What ice actually does to a ship
Most people who haven’t worked in this field imagine ice as an obstacle, something a ship pushes through. “It would cause a resistance to a ship in a way that it just becomes harder for the ship to move, and then you need to use more power,” Polojärvi says.
In a worst-case scenario, the ship stops and gets stuck. Combined with ice drift, ice fields pushed by winds and currents, a trapped vessel can end up moving with the ice rather than through it. In worst-case scenarios, the ice punctures the hull. “That could have even catastrophic consequences,” he adds.
“We can do ship maneuvers, we can make big turns with ships and really test their capabilities of not just going straight, but going through turns,” Polojärvi says. Channel breakouts, where a vessel has to deviate from a path cut by an icebreaker, are also testable here. Most ice tanks can’t accommodate that.
The ships being studied increasingly aren’t icebreakers. They’re vessels optimized for open water that end up in ice anyway, often with crews who have limited experience in those conditions. “There are more and more ships that need help from icebreakers because they simply do not have the capabilities of moving in ice,” Polojärvi says.
Real sea ice has salinity variations and structural impurities that the tank doesn’t replicate. Credit: NOAA
Ice itself is also changing in ways that complicate the picture. “Ice is actually very close to its melting point, and that actually makes dealing with it, from an engineering point of view, very challenging,” Polojärvi says. “It’s a material that behaves very challengingly.” As warming increases sea ice temperatures, the mechanical properties shift in ways that aren’t yet fully understood.

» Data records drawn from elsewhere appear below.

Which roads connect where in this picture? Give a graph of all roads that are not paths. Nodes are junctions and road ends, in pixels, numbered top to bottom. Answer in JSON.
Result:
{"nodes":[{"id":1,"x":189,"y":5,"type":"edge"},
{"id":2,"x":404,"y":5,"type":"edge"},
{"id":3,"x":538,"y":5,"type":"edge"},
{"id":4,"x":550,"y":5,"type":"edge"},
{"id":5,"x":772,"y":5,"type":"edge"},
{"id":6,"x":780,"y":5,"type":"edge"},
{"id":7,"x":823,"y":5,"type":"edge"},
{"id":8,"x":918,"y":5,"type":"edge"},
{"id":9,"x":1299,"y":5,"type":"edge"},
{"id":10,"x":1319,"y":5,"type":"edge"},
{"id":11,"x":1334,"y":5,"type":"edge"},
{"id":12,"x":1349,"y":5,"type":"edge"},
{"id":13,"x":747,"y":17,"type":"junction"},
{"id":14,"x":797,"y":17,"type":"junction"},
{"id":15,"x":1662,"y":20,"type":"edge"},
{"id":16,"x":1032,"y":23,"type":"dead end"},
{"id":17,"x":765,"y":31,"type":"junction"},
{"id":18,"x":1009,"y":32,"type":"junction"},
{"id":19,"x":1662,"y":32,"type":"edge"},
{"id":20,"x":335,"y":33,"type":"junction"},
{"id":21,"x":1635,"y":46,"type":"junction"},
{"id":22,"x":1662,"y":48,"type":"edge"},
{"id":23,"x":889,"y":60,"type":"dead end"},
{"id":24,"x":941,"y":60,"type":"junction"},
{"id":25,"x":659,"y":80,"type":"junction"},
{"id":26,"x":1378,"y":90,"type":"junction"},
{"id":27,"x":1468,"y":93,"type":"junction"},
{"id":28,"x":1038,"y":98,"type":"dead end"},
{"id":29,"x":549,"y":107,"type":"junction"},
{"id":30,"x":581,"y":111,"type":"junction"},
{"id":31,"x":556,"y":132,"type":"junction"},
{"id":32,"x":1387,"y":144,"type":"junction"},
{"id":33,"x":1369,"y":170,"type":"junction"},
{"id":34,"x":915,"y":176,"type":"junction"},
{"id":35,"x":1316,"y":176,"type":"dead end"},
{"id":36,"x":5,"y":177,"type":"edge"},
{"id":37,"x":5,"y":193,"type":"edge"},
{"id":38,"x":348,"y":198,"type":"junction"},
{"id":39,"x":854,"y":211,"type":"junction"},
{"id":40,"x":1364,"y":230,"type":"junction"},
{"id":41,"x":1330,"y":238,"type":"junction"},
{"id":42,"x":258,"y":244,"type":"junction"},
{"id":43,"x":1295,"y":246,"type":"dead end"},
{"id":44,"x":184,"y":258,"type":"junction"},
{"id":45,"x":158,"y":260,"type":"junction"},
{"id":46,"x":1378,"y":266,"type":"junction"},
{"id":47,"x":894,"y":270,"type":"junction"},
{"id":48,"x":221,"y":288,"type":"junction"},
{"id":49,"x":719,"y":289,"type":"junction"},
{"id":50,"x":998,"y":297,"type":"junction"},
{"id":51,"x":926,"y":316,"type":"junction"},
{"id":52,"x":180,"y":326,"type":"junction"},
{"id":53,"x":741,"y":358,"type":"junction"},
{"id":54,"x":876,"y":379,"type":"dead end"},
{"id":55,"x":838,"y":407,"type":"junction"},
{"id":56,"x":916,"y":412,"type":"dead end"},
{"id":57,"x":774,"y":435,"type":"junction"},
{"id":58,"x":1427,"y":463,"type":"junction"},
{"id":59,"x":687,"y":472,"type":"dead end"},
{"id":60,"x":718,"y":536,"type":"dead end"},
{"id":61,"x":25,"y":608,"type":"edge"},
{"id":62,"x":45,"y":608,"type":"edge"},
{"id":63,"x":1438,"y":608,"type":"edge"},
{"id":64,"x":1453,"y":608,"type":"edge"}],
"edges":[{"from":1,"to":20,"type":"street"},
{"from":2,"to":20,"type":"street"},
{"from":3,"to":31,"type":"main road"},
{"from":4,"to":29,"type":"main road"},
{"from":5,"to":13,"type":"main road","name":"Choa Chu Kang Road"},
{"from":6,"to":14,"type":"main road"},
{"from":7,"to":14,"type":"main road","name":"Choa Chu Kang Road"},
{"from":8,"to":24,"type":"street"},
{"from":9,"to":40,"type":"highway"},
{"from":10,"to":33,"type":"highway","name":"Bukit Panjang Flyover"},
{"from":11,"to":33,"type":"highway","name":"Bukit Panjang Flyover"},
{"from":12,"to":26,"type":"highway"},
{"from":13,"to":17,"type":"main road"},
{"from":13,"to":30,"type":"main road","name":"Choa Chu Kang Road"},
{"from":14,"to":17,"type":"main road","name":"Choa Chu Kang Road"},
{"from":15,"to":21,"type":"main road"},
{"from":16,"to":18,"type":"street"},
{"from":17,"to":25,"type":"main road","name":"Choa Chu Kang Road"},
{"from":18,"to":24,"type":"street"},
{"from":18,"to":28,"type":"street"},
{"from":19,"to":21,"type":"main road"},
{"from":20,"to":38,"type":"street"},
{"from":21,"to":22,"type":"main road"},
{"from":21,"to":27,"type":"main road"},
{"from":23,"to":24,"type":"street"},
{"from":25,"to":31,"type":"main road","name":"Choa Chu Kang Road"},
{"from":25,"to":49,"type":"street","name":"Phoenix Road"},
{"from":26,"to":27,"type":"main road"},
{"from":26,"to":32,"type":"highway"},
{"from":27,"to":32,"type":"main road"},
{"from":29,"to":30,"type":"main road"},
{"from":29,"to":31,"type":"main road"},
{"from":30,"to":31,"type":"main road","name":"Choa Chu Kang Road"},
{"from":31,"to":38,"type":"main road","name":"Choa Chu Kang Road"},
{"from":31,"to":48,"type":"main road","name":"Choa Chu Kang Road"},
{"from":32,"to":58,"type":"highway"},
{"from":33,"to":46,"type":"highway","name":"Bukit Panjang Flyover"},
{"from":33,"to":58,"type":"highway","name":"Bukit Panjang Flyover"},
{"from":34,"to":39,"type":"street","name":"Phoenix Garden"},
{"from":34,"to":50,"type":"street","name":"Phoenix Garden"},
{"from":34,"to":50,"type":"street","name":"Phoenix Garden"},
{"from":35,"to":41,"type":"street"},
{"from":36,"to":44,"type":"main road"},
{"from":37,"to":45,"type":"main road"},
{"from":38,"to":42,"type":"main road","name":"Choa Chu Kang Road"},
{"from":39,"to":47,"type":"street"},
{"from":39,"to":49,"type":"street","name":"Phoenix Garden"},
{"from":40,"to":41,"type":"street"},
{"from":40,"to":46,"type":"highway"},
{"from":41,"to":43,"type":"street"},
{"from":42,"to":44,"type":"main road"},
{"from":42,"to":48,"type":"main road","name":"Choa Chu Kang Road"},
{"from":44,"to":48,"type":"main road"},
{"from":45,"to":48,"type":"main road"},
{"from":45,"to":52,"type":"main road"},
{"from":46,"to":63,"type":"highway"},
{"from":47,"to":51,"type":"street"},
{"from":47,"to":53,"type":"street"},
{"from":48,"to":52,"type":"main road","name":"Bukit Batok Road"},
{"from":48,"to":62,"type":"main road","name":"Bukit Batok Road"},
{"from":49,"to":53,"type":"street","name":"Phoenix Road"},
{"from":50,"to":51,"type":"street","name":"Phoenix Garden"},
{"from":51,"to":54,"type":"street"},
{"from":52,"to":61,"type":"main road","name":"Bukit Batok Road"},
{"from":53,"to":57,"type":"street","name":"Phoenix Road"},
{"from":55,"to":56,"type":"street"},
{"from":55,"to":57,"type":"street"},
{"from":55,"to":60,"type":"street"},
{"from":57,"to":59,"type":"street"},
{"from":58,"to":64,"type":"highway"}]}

Wind turbines in a frozen sea
“If we want to have a carbon-free Finland, or any northern country, we must start building offshore wind on ice-covered sea areas,” Polojärvi says. Finland’s defense forces have restricted wind energy development near the eastern border, pushing planned capacity further north, where ice conditions are heavier.
“Offshore wind turbines are interesting engineering structures in that they are massive, but they are very slender, and they tend to start vibrating and really react to the environment,” he says. Sea ice is an extreme load on a structure like that. Understanding what force the ice exerts and how the turbine’s response changes that loading in turn is what the tank’s wind turbine experiments are working through.
Large-scale wind farms could also alter local ice dynamics, a concern Finland’s transport authority raised a few years ago. A single farm can cover hundreds of square kilometers and contain hundreds of turbines.
Polojärvi has built a geophysical simulation of the entire Baltic Sea to model the problem: ships can be run through it, ice conditions and wind farm structures varied. “How to make wind energy production fit together with winter-time traffic,” he says, “is a challenge.” There’s currently no legislation that addresses it.
Modeling at the meter scale
Polojärvi’s group uses discrete element modeling to simulate sea areas of roughly 100 by 100 kilometers at meter-scale resolution. “What that means is that we don’t have to average ice properties over large areas,” he says. “We can actually do meter-scale studies on sea ice behavior.”
The results feed back into the physical experiments at the tank, and the models are validated against the tank data before being used to study conditions and scales that the tank can’t physically reproduce.
Asked what experiment remains impossible even at this scale, he doesn’t offer a clean answer. “As a researcher, I like to think that we can do any kind of experiments; it depends a lot on how you can scale a certain problem.” How large a sea ice dynamics experiment can be brought into the tank and still yield reliable results, he says, is something they’re still working out.